Your child comes home with a CBA report card. Next to Mathematics it says ME. Next to Kiswahili it says BE. You stare at the four letters and wonder — is that good, bad, or somewhere in between? This is the assessment language every Kenyan school now uses under CBC (now CBE), and most parents are still guessing what the bands actually mean. Here is the clear, honest explanation.
The four bands, in plain language
KICD uses four assessment bands to describe how well a learner is meeting the expected learning outcomes for each strand. They are not exam scores. They are a teacher's professional judgement of where the learner currently sits against the expected standard.
- BE — Below Expectation. The learner is still grasping the foundational concepts of this strand. With more support, time and practice, they will move up. BE is not a failure — it is an honest signal that the learner needs more help here.

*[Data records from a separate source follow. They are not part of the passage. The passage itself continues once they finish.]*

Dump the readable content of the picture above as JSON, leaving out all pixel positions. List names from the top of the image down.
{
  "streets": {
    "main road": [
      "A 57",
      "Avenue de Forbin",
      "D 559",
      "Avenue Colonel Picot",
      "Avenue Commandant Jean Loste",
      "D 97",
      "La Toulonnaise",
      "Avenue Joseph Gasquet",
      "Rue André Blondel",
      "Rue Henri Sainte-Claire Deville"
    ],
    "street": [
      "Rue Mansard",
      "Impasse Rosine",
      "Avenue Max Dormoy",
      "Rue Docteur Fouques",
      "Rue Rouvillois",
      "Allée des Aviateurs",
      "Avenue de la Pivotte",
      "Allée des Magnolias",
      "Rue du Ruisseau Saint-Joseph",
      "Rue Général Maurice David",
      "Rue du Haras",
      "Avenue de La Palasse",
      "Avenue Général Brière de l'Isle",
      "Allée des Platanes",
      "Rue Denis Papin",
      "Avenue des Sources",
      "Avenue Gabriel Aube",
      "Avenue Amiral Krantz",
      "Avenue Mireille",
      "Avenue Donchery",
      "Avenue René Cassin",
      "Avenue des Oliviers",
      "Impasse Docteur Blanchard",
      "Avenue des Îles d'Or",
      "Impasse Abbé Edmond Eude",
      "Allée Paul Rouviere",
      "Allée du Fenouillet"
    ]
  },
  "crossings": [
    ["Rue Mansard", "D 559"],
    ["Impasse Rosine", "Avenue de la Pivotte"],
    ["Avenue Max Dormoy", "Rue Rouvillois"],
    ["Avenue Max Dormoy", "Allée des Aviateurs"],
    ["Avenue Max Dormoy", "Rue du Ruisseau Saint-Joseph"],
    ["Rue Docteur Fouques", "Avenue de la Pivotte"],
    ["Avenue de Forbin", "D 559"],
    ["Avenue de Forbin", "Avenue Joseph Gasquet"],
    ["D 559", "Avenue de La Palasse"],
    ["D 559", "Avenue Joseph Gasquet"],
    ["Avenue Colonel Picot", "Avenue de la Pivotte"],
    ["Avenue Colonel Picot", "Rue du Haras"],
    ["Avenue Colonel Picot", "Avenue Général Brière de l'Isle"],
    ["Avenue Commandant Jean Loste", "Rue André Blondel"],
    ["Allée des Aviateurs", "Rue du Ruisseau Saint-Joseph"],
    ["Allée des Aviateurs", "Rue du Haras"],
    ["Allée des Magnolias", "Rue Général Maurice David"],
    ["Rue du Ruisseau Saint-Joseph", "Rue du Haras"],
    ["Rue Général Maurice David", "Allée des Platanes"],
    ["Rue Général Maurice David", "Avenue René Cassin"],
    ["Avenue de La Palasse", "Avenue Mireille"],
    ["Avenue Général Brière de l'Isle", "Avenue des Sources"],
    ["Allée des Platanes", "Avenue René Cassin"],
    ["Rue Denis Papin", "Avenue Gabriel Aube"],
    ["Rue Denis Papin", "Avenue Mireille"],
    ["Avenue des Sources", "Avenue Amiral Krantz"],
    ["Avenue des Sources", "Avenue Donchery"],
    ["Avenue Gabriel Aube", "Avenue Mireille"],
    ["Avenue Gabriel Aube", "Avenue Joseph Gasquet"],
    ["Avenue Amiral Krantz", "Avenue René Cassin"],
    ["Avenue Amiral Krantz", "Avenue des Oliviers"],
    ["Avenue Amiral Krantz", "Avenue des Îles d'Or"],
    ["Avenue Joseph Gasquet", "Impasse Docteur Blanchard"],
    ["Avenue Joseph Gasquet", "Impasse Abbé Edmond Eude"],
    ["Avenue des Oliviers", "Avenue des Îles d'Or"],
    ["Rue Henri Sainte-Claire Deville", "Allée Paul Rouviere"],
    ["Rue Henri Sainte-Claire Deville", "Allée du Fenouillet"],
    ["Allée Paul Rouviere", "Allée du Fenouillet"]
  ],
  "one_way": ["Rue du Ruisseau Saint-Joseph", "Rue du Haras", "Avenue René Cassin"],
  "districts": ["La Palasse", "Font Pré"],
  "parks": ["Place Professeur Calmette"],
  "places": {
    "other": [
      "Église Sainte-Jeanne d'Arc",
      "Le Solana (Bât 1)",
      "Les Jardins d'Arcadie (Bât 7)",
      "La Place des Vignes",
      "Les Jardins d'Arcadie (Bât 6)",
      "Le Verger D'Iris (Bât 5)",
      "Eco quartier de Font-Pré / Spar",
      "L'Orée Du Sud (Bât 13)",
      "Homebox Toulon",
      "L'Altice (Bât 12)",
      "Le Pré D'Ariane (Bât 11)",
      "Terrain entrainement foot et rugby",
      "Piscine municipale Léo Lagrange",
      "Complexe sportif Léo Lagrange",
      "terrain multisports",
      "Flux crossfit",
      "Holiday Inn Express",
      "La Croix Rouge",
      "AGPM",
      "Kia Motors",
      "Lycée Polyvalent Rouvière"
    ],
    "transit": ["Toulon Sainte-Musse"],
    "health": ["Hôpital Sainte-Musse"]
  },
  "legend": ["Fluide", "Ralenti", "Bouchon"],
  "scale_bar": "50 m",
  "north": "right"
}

- AE — Approaching Expectation. The learner partly demonstrates the outcome but still needs guidance to get it right consistently. They are on the path, just not there yet.
- ME — Meeting Expectation. The learner independently demonstrates the outcome at the level expected for their grade. This is the goal — your child is exactly where they should be.
- EE — Exceeding Expectation. The learner not only demonstrates the outcome but applies it flexibly to new and unfamiliar situations. They are extending themselves beyond what was taught.
What the bands replace (and why)
Before CBC, Kenyan reports used numeric scores out of 100 — your child got 67% in Maths or 82% in English. KICD moved to descriptive bands because numeric scores hide what a learner can actually do. A child scoring 60% on a test could be 60% solid across the board, OR 100% great at the easy parts and 0% on the hard parts. The bands force teachers to describe the learner's mastery per strand, not just average it.
It also changes what parents can do about poor results. A "67% in Maths" gives you nothing to act on. "BE in Algebra, ME in Geometry" tells you exactly where to focus the extra help. The bands trade convenience for usefulness.
What a BE in a strand actually means (no panic required)
A BE result on one strand does NOT mean your child is failing the subject. It means that on the specific strand assessed, they are not yet at the expected standard. Three honest things to do:
- Read the strand name carefully. "BE in Algebra" is very different from "BE in Mathematics overall". The first is fixable in a few weeks of focused practice. The second would be a deeper concern.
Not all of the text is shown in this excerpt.